> Assignment
The records that follow are to be repeated exactly, in full.

> The input
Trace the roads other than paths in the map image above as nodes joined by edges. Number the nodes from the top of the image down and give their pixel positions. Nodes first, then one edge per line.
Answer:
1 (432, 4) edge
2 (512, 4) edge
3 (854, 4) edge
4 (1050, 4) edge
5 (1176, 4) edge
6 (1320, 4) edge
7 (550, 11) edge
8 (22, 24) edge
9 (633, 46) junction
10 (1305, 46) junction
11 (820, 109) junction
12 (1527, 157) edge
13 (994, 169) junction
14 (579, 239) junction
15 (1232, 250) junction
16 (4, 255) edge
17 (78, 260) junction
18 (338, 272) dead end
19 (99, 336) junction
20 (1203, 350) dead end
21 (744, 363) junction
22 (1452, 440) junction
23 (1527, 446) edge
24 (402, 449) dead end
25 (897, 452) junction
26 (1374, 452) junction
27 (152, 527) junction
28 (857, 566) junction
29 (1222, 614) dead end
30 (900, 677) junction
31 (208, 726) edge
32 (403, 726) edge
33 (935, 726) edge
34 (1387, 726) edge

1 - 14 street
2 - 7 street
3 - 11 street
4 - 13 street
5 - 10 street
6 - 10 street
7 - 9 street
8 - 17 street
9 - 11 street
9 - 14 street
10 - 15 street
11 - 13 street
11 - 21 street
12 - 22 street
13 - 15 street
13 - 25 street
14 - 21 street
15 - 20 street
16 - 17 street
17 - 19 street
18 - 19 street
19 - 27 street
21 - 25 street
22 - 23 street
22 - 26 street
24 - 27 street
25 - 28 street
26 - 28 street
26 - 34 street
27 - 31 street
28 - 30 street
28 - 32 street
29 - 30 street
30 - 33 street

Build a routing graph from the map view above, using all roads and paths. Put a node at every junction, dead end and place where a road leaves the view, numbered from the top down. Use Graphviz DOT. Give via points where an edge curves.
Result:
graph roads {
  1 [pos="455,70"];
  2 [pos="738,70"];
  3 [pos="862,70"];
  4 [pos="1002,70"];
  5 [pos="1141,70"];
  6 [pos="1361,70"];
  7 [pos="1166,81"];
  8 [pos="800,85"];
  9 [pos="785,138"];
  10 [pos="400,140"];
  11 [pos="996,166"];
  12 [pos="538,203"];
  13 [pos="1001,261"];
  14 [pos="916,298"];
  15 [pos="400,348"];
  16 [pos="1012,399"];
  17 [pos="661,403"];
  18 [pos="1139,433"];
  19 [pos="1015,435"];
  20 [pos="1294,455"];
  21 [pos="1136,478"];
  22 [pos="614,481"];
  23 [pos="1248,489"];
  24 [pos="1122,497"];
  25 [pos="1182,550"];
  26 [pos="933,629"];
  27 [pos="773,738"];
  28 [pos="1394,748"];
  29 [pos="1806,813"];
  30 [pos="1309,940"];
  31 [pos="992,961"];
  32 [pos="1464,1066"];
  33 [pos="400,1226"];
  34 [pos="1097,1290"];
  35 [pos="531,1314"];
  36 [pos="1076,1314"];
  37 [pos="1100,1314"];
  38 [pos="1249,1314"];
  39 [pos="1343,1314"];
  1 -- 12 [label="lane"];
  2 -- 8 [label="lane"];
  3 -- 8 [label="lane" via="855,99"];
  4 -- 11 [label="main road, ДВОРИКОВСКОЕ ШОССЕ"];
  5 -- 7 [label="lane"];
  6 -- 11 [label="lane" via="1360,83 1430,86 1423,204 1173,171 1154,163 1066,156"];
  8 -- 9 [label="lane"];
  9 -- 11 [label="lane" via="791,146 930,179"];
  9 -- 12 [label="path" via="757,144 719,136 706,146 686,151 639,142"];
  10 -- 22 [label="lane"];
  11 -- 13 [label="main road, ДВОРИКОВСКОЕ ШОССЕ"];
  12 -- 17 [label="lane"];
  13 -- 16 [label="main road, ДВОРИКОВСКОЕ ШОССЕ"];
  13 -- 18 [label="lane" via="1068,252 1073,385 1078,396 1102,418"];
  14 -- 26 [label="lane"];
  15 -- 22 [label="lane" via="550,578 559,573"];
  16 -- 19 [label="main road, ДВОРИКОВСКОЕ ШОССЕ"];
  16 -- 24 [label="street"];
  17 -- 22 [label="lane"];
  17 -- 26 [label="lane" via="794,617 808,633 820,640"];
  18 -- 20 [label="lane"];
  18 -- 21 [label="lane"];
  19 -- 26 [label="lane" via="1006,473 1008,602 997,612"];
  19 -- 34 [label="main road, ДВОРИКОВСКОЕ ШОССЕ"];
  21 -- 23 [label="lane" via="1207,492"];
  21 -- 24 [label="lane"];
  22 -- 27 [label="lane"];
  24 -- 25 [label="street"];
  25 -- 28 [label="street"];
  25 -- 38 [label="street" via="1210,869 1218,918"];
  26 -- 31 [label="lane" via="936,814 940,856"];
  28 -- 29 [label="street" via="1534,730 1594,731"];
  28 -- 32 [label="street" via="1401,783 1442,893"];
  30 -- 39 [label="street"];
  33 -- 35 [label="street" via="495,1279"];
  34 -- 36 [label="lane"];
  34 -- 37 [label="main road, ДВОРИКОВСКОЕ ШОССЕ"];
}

> Answer to this problem
Trace the roads other than paths in the map image above as nodes joined by edges. Number the nodes from the top of the image down and give their pixel positions. Nodes first, then one edge per line.
Answer:
1 (432, 4) edge
2 (512, 4) edge
3 (854, 4) edge
4 (1050, 4) edge
5 (1176, 4) edge
6 (1320, 4) edge
7 (550, 11) edge
8 (22, 24) edge
9 (633, 46) junction
10 (1305, 46) junction
11 (820, 109) junction
12 (1527, 157) edge
13 (994, 169) junction
14 (579, 239) junction
15 (1232, 250) junction
16 (4, 255) edge
17 (78, 260) junction
18 (338, 272) dead end
19 (99, 336) junction
20 (1203, 350) dead end
21 (744, 363) junction
22 (1452, 440) junction
23 (1527, 446) edge
24 (402, 449) dead end
25 (897, 452) junction
26 (1374, 452) junction
27 (152, 527) junction
28 (857, 566) junction
29 (1222, 614) dead end
30 (900, 677) junction
31 (208, 726) edge
32 (403, 726) edge
33 (935, 726) edge
34 (1387, 726) edge

1 - 14 street
2 - 7 street
3 - 11 street
4 - 13 street
5 - 10 street
6 - 10 street
7 - 9 street
8 - 17 street
9 - 11 street
9 - 14 street
10 - 15 street
11 - 13 street
11 - 21 street
12 - 22 street
13 - 15 street
13 - 25 street
14 - 21 street
15 - 20 street
16 - 17 street
17 - 19 street
18 - 19 street
19 - 27 street
21 - 25 street
22 - 23 street
22 - 26 street
24 - 27 street
25 - 28 street
26 - 28 street
26 - 34 street
27 - 31 street
28 - 30 street
28 - 32 street
29 - 30 street
30 - 33 street

Build a routing graph from the map view above, using all roads and paths. Put a node at every junction, dead end and place where a road leaves the view, numbered from the top down. Use Graphviz DOT. Give via points where an edge curves.
Result:
graph roads {
  1 [pos="455,70"];
  2 [pos="738,70"];
  3 [pos="862,70"];
  4 [pos="1002,70"];
  5 [pos="1141,70"];
  6 [pos="1361,70"];
  7 [pos="1166,81"];
  8 [pos="800,85"];
  9 [pos="785,138"];
  10 [pos="400,140"];
  11 [pos="996,166"];
  12 [pos="538,203"];
  13 [pos="1001,261"];
  14 [pos="916,298"];
  15 [pos="400,348"];
  16 [pos="1012,399"];
  17 [pos="661,403"];
  18 [pos="1139,433"];
  19 [pos="1015,435"];
  20 [pos="1294,455"];
  21 [pos="1136,478"];
  22 [pos="614,481"];
  23 [pos="1248,489"];
  24 [pos="1122,497"];
  25 [pos="1182,550"];
  26 [pos="933,629"];
  27 [pos="773,738"];
  28 [pos="1394,748"];
  29 [pos="1806,813"];
  30 [pos="1309,940"];
  31 [pos="992,961"];
  32 [pos="1464,1066"];
  33 [pos="400,1226"];
  34 [pos="1097,1290"];
  35 [pos="531,1314"];
  36 [pos="1076,1314"];
  37 [pos="1100,1314"];
  38 [pos="1249,1314"];
  39 [pos="1343,1314"];
  1 -- 12 [label="lane"];
  2 -- 8 [label="lane"];
  3 -- 8 [label="lane" via="855,99"];
  4 -- 11 [label="main road, ДВОРИКОВСКОЕ ШОССЕ"];
  5 -- 7 [label="lane"];
  6 -- 11 [label="lane" via="1360,83 1430,86 1423,204 1173,171 1154,163 1066,156"];
  8 -- 9 [label="lane"];
  9 -- 11 [label="lane" via="791,146 930,179"];
  9 -- 12 [label="path" via="757,144 719,136 706,146 686,151 639,142"];
  10 -- 22 [label="lane"];
  11 -- 13 [label="main road, ДВОРИКОВСКОЕ ШОССЕ"];
  12 -- 17 [label="lane"];
  13 -- 16 [label="main road, ДВОРИКОВСКОЕ ШОССЕ"];
  13 -- 18 [label="lane" via="1068,252 1073,385 1078,396 1102,418"];
  14 -- 26 [label="lane"];
  15 -- 22 [label="lane" via="550,578 559,573"];
  16 -- 19 [label="main road, ДВОРИКОВСКОЕ ШОССЕ"];
  16 -- 24 [label="street"];
  17 -- 22 [label="lane"];
  17 -- 26 [label="lane" via="794,617 808,633 820,640"];
  18 -- 20 [label="lane"];
  18 -- 21 [label="lane"];
  19 -- 26 [label="lane" via="1006,473 1008,602 997,612"];
  19 -- 34 [label="main road, ДВОРИКОВСКОЕ ШОССЕ"];
  21 -- 23 [label="lane" via="1207,492"];
  21 -- 24 [label="lane"];
  22 -- 27 [label="lane"];
  24 -- 25 [label="street"];
  25 -- 28 [label="street"];
  25 -- 38 [label="street" via="1210,869 1218,918"];
  26 -- 31 [label="lane" via="936,814 940,856"];
  28 -- 29 [label="street" via="1534,730 1594,731"];
  28 -- 32 [label="street" via="1401,783 1442,893"];
  30 -- 39 [label="street"];
  33 -- 35 [label="street" via="495,1279"];
  34 -- 36 [label="lane"];
  34 -- 37 [label="main road, ДВОРИКОВСКОЕ ШОССЕ"];
}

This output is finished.